Kapitalist sistemde aile ilişkisi konusuna ve bunun kadına, çocuğa yansımasının etkilerinden önce, sanırım biraz kapitalizm konusuna girmek gerekiyor.
Kapitalist sistem nedir?
Kapitalizm’i sermaye sahiplerinin yönetime egemen olduğu bir düzen biçimidir, diye tanımlarsak; sürekli bir gelişme içinde kendini değişik argümanlarda var ettiğini görürüz.
İnsan doğası gereği bencildir. İşte bu sistem, bunu en iyi şekilde ifade eder.
Özel mülkiyet kavramı bu sistemle beraber gelişip yine adalet kavramı, gelir dağılımındaki adaletsizlik türünden kimi dengesizlikler, bu sistemin inşaası ile birlikte insan hayatındaki yerini belirginleştirmiştir.
Şöyle örneklendirirsek, kapitalist sistem daha iyi anlaşılır olacaktır, kanımca.
Bir ülkede yoksulların bebeklerinin içeceği sütü , zenginlerin köpekleri içiyorsa o ülkede kapitalizm hakimdir.
Öyle ki, kapitalist sistemde insanlar görünmez bir kafesin içinde yaşarlar.
Gereksiz ihtiyaçlardan koca bir dağ yaratarak, insana ve insanlığa dair ne varsa aralarına set koyma yoluna giderler.
Doyumsuzluk ve hırsın doruğa ulaştığı bu sistemde, insanlar hırs ve egolarının esiri olur.
Adeta robot kişilik haline gelip sistemin çarkları arasında öğütüldüklerinden bihaber, hayatın acımasızlığında ezen ve ezilen ilişkisinin kurbanı olurlar.
Güç ve güçsüzlük üzerine kurulan bu denge, güçlünün zayıfı ezmesi ile sınıfların doğmasına vesile olur.
İşçi patron ilişkisinde patronun işçiyi ezmesi, emeği üzerinde hegemonya kurmak istemesi örneğinde, işyerinde patron karşısında şapkası elinde olan erkek işçi, evine geldiğinde şapkasını başına takar ve ekonomik üstünlüğü ile bunun dengesini güçsüz gördüğü kadını üzerinden kurar.
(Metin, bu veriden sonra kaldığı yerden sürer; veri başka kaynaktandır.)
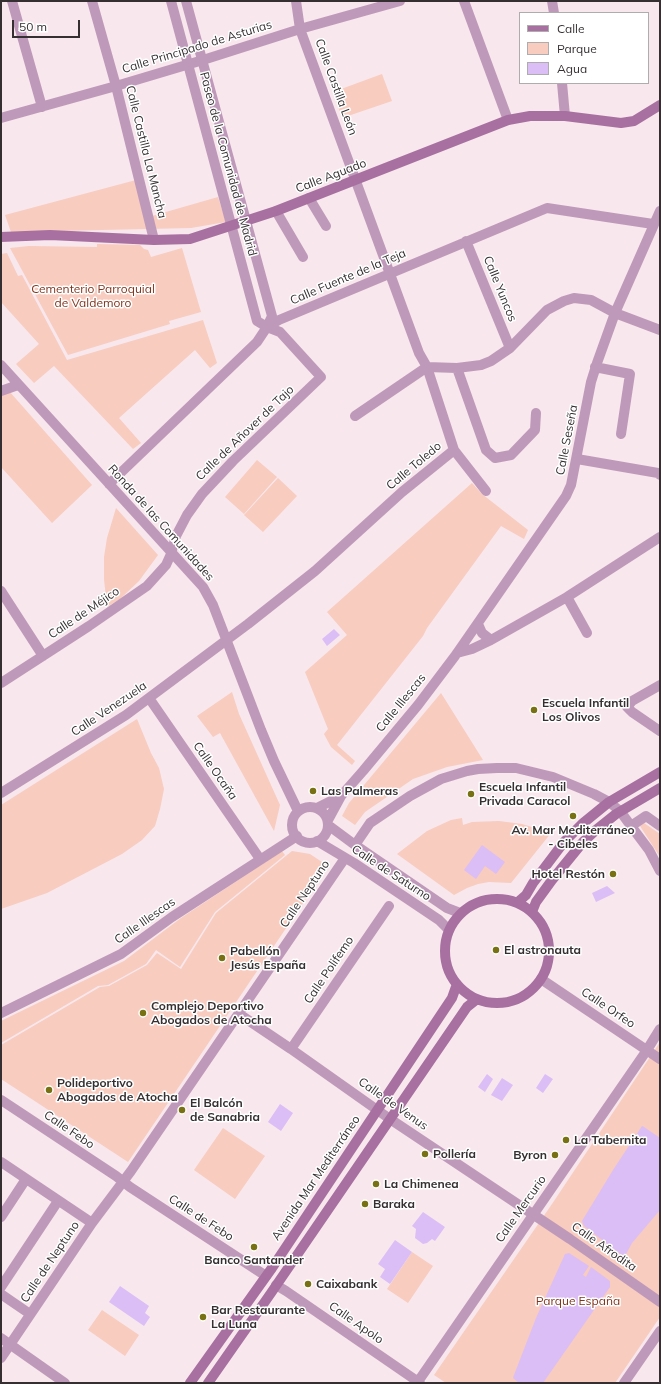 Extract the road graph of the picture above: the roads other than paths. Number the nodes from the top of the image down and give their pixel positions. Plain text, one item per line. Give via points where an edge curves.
1 (12, 1) edge
2 (92, 1) edge
3 (171, 1) edge
4 (186, 1) edge
5 (296, 1) edge
6 (400, 1) edge
7 (464, 1) edge
8 (552, 1) edge
9 (554, 12) edge
10 (300, 29) junction
11 (203, 60) junction
12 (188, 64) junction
13 (562, 84) edge
14 (116, 86) junction
15 (660, 105) edge
16 (42, 107) junction
17 (565, 116) junction
18 (1, 118) edge
19 (508, 120) junction
20 (356, 180) junction
21 (309, 198) junction
22 (276, 211) junction
23 (660, 211) edge
24 (246, 221) junction
25 (653, 224) junction
26 (230, 225) junction
27 (326, 226) dead end
28 (1, 237) edge
29 (154, 240) junction
30 (466, 241) junction
31 (303, 257) dead end
32 (390, 273) junction
33 (615, 313) junction
34 (267, 327) junction
35 (660, 330) edge
36 (510, 348) junction
37 (1, 365) edge
38 (427, 367) junction
39 (595, 367) junction
40 (457, 368) junction
41 (321, 377) joint
42 (18, 385) junction
43 (1, 391) edge
44 (536, 413) dead end
45 (355, 416) dead end
46 (621, 434) dead end
47 (454, 450) junction
48 (577, 459) junction
49 (660, 475) edge
50 (109, 484) junction
51 (486, 491) dead end
52 (660, 537) edge
53 (171, 554) junction
54 (1, 591) edge
55 (567, 597) junction
56 (478, 624) junction
57 (587, 633) dead end
58 (227, 640) junction
59 (490, 640) junction
60 (457, 653) junction
61 (43, 656) junction
62 (1, 683) edge
63 (660, 685) edge
64 (149, 698) junction
65 (660, 731) edge
66 (660, 772) edge
67 (660, 788) edge
68 (1, 793) edge
69 (341, 796) junction
70 (609, 802) junction
71 (317, 808) junction
72 (298, 811) junction
73 (620, 812) junction
74 (328, 823) junction
75 (631, 826) junction
76 (660, 826) edge
77 (297, 836) junction
78 (317, 841) junction
79 (355, 845) junction
80 (345, 858) junction
81 (260, 860) junction
82 (660, 871) edge
83 (518, 902) junction
84 (389, 906) dead end
85 (532, 912) junction
86 (460, 913) junction
87 (449, 930) junction
88 (541, 979) junction
89 (457, 984) junction
90 (477, 999) junction
91 (1, 1013) edge
92 (239, 1014) junction
93 (660, 1028) edge
94 (291, 1049) junction
95 (647, 1050) junction
96 (660, 1059) edge
97 (1, 1100) edge
98 (377, 1109) junction
99 (390, 1119) junction
100 (1, 1162) edge
101 (26, 1179) junction
102 (123, 1182) junction
103 (58, 1201) junction
104 (533, 1214) junction
105 (1, 1216) edge
106 (92, 1223) junction
107 (266, 1276) junction
108 (276, 1285) junction
109 (1, 1287) edge
110 (1, 1294) edge
111 (660, 1302) edge
112 (30, 1314) junction
113 (660, 1331) edge
114 (1, 1338) edge
115 (10, 1344) junction
116 (1, 1358) edge
117 (419, 1382) edge
118 (65, 1383) edge
119 (190, 1383) edge
120 (208, 1383) edge
121 (624, 1383) edge

1 - 16 street
2 - 14 street, Calle Castilla La Mancha
3 - 12 street, Paseo de la Comunidad de Madrid
4 - 11 street, Paseo de la Comunidad de Madrid
5 - 10 street, Calle Castilla León
6 - 10 street, Calle Principado de Asturias
7 - 19 street
8 - 9 street
10 - 11 street, Calle Principado de Asturias
10 - 20 street, Calle Castilla León
11 - 12 street, Calle Principado de Asturias
11 - 24 street, Paseo de la Comunidad de Madrid
12 - 14 street, Calle Principado de Asturias
12 - 26 street, Paseo de la Comunidad de Madrid
13 - 17 street
14 - 16 street, Calle Principado de Asturias
14 - 29 street, Calle Castilla La Mancha
15 - 17 street, Calle Aguado via 634,121 621,123
16 - 18 street, Calle Principado de Asturias
17 - 19 street, Calle Aguado via 530,116
19 - 20 street, Calle Aguado
20 - 21 street, Calle Aguado
20 - 32 street, Calle Toledo
21 - 22 street, Calle Aguado
21 - 27 street
22 - 24 street, Calle Aguado
22 - 31 street
23 - 25 street, Calle Seseña
24 - 26 street, Calle Aguado
24 - 34 street, Paseo de la Comunidad de Madrid via 272,316
25 - 30 street, Calle Fuente de la Teja via 547,208
25 - 33 street, Calle Seseña
26 - 29 street, Calle Aguado via 190,239
26 - 34 street, Paseo de la Comunidad de Madrid via 256,321
28 - 29 street, Calle Aguado via 50,235
30 - 32 street, Calle Fuente de la Teja
30 - 36 street, Calle Yuncos
32 - 34 street, Calle Fuente de la Teja
32 - 38 street, Calle Toledo via 419,353
33 - 35 street
33 - 36 street via 591,300 564,300 547,310
33 - 39 street, Calle Seseña
34 - 41 street, Paseo de la Comunidad de Madrid via 280,332
34 - 50 street, Calle Fuente de la Teja via 257,342
36 - 40 street via 481,365
37 - 42 street, Ronda de las Comunidades
38 - 40 street
38 - 45 street
38 - 47 street, Calle Toledo
39 - 46 street via 630,374
39 - 48 street, Calle Seseña
40 - 44 street via 486,450 495,458 511,455 535,430
41 - 53 street, Calle de Añover de Tajo via 233,460 202,494 176,536
42 - 43 street
42 - 50 street, Ronda de las Comunidades
47 - 51 street
47 - 58 street, Calle Toledo via 402,492 315,572
48 - 49 street
48 - 56 street, Calle Seseña via 566,496
50 - 53 street, Ronda de las Comunidades
52 - 55 street
53 - 58 street, Ronda de las Comunidades via 203,588
53 - 61 street, Calle de Méjico via 147,586
54 - 61 street
55 - 57 street
55 - 59 street
56 - 59 street via 482,633
56 - 60 street, Calle Seseña
58 - 64 street, Calle Venezuela
58 - 72 street, Ronda de las Comunidades via 261,730
59 - 60 street
60 - 69 street, Calle Illescas via 418,705
61 - 62 street, Calle de Méjico
63 - 65 street via 632,701 628,707
64 - 68 street, Calle Venezuela
64 - 81 street, Calle Ocaña
66 - 70 street
67 - 73 street
69 - 71 street, Calle Illescas
69 - 74 street, Calle Illescas
70 - 73 street
70 - 79 street via 553,777 516,768 467,771 441,779 388,810 370,822
70 - 83 street via 564,842 526,895
71 - 72 street via 307,807
71 - 74 street via 324,813
72 - 77 street via 292,823
73 - 75 street
73 - 85 street via 596,830 568,859 536,902
74 - 78 street via 325,834
74 - 79 street, Calle de Saturno
75 - 76 street via 646,816
75 - 82 street
77 - 78 street via 308,842
77 - 81 street, Calle Illescas
78 - 80 street, Calle de Saturno
79 - 86 street, Calle de Saturno via 447,908
80 - 87 street, Calle de Saturno via 439,920
80 - 92 street, Calle Neptuno
81 - 91 street, Calle Illescas via 172,917 121,954
83 - 85 street
83 - 86 street via 503,898 487,899 473,904
84 - 94 street, Calle Polifemo
85 - 88 street via 542,923 548,937 547,966
86 - 87 street
87 - 89 street via 445,958 449,972
88 - 90 street via 533,989 512,1000 495,1002
88 - 95 street, Calle Orfeo
89 - 90 street
89 - 98 street, Avenida Mar Mediterráneo via 452,998
90 - 99 street via 466,1007
92 - 94 street, Calle de Venus
92 - 102 street, Calle Neptuno
93 - 95 street, Calle Mercurio
94 - 98 street, Calle de Venus
95 - 96 street, Calle Orfeo
95 - 104 street, Calle Mercurio
97 - 102 street, Calle Febo
98 - 99 street, Calle de Venus
98 - 107 street, Avenida Mar Mediterráneo
99 - 104 street, Calle de Venus
99 - 108 street
100 - 101 street
101 - 103 street
101 - 105 street
102 - 106 street, Calle de Neptuno
102 - 107 street, Calle de Febo
103 - 106 street
103 - 109 street
104 - 111 street, Calle Afrodita
104 - 117 street, Calle Mercurio
106 - 112 street, Calle de Neptuno
107 - 119 street, Avenida Mar Mediterráneo
108 - 117 street, Calle Apolo
108 - 120 street
110 - 112 street
112 - 115 street, Calle de Neptuno
113 - 121 street
114 - 115 street
115 - 116 street, Calle de Neptuno
115 - 118 street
Ekonomik ve statü üstünlüğünü kadını ezerek boşluğunu giderir. Yani ezen ezilen ilişkisi üstten alta zincirleme olarak sürer.
Dolayısıyla kapitalizm şu anda dünyanın neredeyse tüm ülkelerinde işleyen bir sistemdir.
Bu sistemde, üretim fakirin yani işçi sınıfının omuzlarında olsa da, bunun dağıtımında pastadan en büyük payı zengin alır.
Yani insanlar geçinebilmek için emeklerini satar ama karşılığında hiç de adil olmayan bir ücret alır, bu ücretle geçinmek zorunda kalır.
Bu emek sonucunda kârı elde eden zengin olduğu için zengin bu kârı değerlendirerek daha fazla sömürü ile yeni yatırımlara gider ve bu döngü böyle devam edip gider. Yoksul elde ettiği ile yetinirken, zengin doyumsuzluk zırhıyla daha fazla sömürü yoluna gider.
Burada amaç asla insanların ihtiyaçlarını karşılamak değil, daha fazla kar elde etme isteğidir.
Örneğin, silah üreten bir kapitalist için savaş iyi bir şeydir ve çıkması elzemdir. Gerisi kendisi için sadece bir ayrıntıdır. Dolayısıyla böylesi bir sistemde elbetteki savaşlar, çevre kirliliği, yoksulluk, her türlü suçlar sistemin devamı için gereklidir.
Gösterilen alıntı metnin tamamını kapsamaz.